• Medicine · Mar 2016

    Comparative Study Observational Study

    Comparisons of Prognosis between Surgically and Clinically Diagnosed Idiopathic Pulmonary Fibrosis Using Gap Model: A Korean National Cohort Study.

    • Sang Hoon Lee, Song Yee Kim, Dong Soon Kim, Young Whan Kim, Man Pyo Chung, Soo Taek Uh, Choon Sik Park, Sung Hwan Jeong, Yong Bum Park, Hong Lyeol Lee, Jong Wook Shin, Eun Joo Lee, Jin Hwa Lee, Yangin Jegal, Hyun Kyung Lee, Yong Hyun Kim, Jin Woo Song, and Moo Suk Park.
    • From the Department of Internal Medicine, Division of Pulmonology, Severance Hospital, Institute of Chest Diseases, Yonsei University College of Medicine, Seoul, Korea (SHL, SYK, MSP); Division of Pulmonary and Critical Care Medicine, University of Ulsan College of Medicine, Asan Medical Center (DSK, JWS); Department of Internal Medicine and Lung Institute, Division of Pulmonary and Critical Care Medicine, Seoul National University College of Medicine (YWK); Division of Pulmonary and Critical Care Medicine, Samsung Medical Center, Sungkyunkwan University School of Medicine (MPC); Department of Internal Medicine, Division of Allergy and Respiratory Medicine, Soonchunhyang University Seoul Hospital (STU); Department of Internal Medicine, Division of Allergy and Respiratory Medicine, Soonchunhyang University Bucheon Hospital (CSP); Department of Internal Medicine, Division of Pulmonology, Gachon University Gil Medical Center (SHJ); Department of Internal Medicine, Division of Pulmonary, Allergy & Critical Care Medicine, Hallym University Kangdong Sacred Heart Hospital (YBP); Department of Internal Medicine, Pulmonary Division, Inha University Hospital (HLL); Department of Internal medicine, Division of Pulmonary Medicine, Chung Ang University College of Medicine (JWS); Division of Respiratory and Critical Care Medicine, Department of Internal Medicine, Korea University Anam Hospital, Korea University College of Medicine (EJL); Department of Internal Medicine, Ewha Womans University School of Medicine, Ewha Medical Research Institute (JHL); Department of Internal Medicine, Division of Pulmonary Medicine, Ulsan University Hospital, University of Ulsan College of Medicine (YJ); Department of Internal Medicine, Division of Critical Care and Pulmonary Medicine, Inje University Pusan Paik Hospital (HKL); and Department of Internal Medicine, Division of Allergy and Pulmonology, Bucheon St. Mary's Hospital, The Catholic University of Korea School of Medicine (YHK), Bucheon, Ko
    • Medicine (Baltimore). 2016 Mar 1; 95 (11): e3105.

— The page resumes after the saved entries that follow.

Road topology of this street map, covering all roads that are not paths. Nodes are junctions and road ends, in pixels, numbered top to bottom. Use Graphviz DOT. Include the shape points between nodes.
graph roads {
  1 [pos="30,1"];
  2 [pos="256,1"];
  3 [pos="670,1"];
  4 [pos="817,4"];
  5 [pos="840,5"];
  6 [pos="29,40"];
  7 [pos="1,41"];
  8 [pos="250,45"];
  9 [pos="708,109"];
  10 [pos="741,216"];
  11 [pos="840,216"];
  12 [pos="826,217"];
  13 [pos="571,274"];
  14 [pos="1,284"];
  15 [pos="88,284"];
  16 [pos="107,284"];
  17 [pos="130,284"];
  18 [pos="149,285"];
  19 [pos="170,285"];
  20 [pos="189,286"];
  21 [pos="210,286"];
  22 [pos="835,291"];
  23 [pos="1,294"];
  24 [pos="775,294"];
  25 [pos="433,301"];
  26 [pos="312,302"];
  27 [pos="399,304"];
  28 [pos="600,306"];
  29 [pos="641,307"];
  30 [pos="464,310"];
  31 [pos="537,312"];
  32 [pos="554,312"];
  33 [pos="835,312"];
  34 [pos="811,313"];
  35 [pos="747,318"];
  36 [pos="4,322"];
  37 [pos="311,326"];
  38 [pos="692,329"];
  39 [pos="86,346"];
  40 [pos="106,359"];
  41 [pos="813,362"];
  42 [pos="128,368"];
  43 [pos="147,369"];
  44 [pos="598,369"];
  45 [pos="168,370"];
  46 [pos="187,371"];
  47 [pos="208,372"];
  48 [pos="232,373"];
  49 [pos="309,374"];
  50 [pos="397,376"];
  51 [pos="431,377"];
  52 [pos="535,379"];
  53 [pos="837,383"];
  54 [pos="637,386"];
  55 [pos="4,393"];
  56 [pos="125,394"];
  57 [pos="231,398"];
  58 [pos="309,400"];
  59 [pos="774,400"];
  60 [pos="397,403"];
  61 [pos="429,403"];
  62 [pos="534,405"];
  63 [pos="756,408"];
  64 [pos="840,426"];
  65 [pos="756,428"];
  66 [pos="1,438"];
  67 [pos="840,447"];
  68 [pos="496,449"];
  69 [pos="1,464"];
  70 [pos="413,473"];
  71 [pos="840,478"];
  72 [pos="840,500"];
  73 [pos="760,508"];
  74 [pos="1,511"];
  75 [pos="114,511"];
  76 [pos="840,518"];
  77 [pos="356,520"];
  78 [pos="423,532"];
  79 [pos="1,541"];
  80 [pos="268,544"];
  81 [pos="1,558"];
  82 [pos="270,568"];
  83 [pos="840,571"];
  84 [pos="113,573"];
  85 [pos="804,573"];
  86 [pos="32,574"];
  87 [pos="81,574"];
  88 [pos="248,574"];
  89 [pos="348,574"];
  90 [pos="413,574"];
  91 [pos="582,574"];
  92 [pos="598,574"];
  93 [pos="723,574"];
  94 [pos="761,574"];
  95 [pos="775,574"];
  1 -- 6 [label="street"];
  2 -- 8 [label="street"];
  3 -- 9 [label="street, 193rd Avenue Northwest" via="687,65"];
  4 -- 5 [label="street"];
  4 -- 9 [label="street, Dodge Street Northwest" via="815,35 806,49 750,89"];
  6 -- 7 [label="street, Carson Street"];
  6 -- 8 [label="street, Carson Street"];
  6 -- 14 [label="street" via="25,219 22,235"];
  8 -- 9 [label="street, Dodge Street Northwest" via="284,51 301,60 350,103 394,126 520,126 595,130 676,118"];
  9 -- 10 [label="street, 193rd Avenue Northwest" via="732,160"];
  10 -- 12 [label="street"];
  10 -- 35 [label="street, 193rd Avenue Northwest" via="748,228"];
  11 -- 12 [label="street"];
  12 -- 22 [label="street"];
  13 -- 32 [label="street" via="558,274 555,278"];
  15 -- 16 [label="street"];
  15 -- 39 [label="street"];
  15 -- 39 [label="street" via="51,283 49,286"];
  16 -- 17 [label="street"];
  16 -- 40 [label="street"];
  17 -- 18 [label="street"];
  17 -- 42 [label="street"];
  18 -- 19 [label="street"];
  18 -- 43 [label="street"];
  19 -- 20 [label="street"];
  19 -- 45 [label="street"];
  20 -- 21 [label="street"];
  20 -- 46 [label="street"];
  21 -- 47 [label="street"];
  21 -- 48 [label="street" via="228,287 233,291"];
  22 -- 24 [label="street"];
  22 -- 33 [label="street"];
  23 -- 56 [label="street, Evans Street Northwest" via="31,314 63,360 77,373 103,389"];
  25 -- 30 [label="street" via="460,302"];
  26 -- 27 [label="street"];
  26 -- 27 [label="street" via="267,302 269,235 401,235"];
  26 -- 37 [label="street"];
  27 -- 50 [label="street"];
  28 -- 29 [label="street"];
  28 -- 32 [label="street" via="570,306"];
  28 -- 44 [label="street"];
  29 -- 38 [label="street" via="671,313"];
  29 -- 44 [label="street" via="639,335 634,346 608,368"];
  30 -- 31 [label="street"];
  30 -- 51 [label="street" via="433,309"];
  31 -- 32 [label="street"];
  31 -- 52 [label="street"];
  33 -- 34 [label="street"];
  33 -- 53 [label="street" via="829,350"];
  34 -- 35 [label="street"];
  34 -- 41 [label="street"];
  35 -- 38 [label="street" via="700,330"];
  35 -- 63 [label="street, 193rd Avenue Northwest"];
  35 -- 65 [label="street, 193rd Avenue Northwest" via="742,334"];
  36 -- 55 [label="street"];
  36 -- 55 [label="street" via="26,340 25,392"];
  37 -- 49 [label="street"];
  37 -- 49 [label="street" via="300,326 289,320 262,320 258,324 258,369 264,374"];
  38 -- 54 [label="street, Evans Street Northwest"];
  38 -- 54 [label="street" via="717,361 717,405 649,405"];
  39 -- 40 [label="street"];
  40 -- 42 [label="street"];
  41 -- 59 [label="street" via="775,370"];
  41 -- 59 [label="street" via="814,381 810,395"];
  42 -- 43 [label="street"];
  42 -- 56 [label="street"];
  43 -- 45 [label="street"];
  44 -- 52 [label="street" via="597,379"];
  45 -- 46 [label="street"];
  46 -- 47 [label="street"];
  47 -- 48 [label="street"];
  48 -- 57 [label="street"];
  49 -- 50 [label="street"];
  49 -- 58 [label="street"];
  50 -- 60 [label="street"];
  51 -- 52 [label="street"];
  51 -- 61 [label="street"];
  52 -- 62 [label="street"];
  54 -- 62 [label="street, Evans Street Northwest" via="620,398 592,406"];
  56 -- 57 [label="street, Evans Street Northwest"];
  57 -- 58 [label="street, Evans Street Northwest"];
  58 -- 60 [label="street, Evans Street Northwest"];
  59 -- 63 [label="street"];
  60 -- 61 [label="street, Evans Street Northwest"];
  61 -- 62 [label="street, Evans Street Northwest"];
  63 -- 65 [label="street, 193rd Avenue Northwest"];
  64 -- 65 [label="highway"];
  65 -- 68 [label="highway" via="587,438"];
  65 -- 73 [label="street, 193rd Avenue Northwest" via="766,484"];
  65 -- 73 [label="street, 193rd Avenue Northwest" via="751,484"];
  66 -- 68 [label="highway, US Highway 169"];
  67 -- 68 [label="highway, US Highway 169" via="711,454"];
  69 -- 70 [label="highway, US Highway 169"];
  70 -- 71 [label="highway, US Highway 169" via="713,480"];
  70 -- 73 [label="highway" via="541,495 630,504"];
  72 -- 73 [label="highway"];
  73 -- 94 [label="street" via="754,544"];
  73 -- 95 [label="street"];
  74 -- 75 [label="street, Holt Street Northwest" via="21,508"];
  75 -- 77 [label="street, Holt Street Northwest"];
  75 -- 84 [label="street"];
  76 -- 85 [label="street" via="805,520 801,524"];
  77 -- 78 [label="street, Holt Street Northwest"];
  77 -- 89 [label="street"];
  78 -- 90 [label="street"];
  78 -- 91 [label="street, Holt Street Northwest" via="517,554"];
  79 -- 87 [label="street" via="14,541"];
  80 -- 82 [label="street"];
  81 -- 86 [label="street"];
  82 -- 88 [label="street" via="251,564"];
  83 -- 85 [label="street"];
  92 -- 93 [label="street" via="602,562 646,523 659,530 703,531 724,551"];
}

    AbstractAlthough a multidisciplinary approach has become an important criterion for an idiopathic pulmonary fibrosis (IPF) diagnosis, lung biopsies remain crucial. However, the prognosis of patients with surgically diagnosed IPF (sIPF) is uncertain. We aimed to investigate the prognosis of patients with clinically diagnosed IPF (cIPF) and sIPF. In this retrospective observational study, the Korean Interstitial Lung Disease Study Group conducted a national survey to evaluate the clinical, physiological, radiological, and survival characteristics of patients with IPF from January 1, 2003 to December 31, 2007. Patients were recruited from 54 universities and teaching hospitals across the Republic of Korea. IPF diagnoses were established according to the 2002 American Thoracic Society (ATS)/European Respiratory Society criteria (ERS) guideline. A total of 1685 patients with IPF (1027 cIPF and 658 sIPF) were enrolled. Patients with sIPF were significantly younger, predominantly female, and nonsmokers (all P < 0.001). sIPF group had significantly better initial pulmonary function. The proportion of computed tomography-based honeycomb findings of patients with cIPF was higher than in those with sIPF (P < 0.001). A Kaplan-Meier analysis showed that the sIPF group had a better prognosis (P = 0.001). A survival analysis showed that age, pulmonary function parameters, pulmonary oxygen tension, honeycombing change, and combined lung cancer had a significant influence on patient prognosis. However, there was no significant difference in prognosis between the cIPF and sIPF groups after adjusting for GAP (gender, age, physiology) stage. The patients with sIPF had better clinical features than those with cIPF. However, after adjusting for GAP stage, the sIPF group showed similar prognoses as the cIPF group. This study showed that after adjusting for GAP stage, the prognosis of patients with IPF is the same regardless of the diagnostic method used.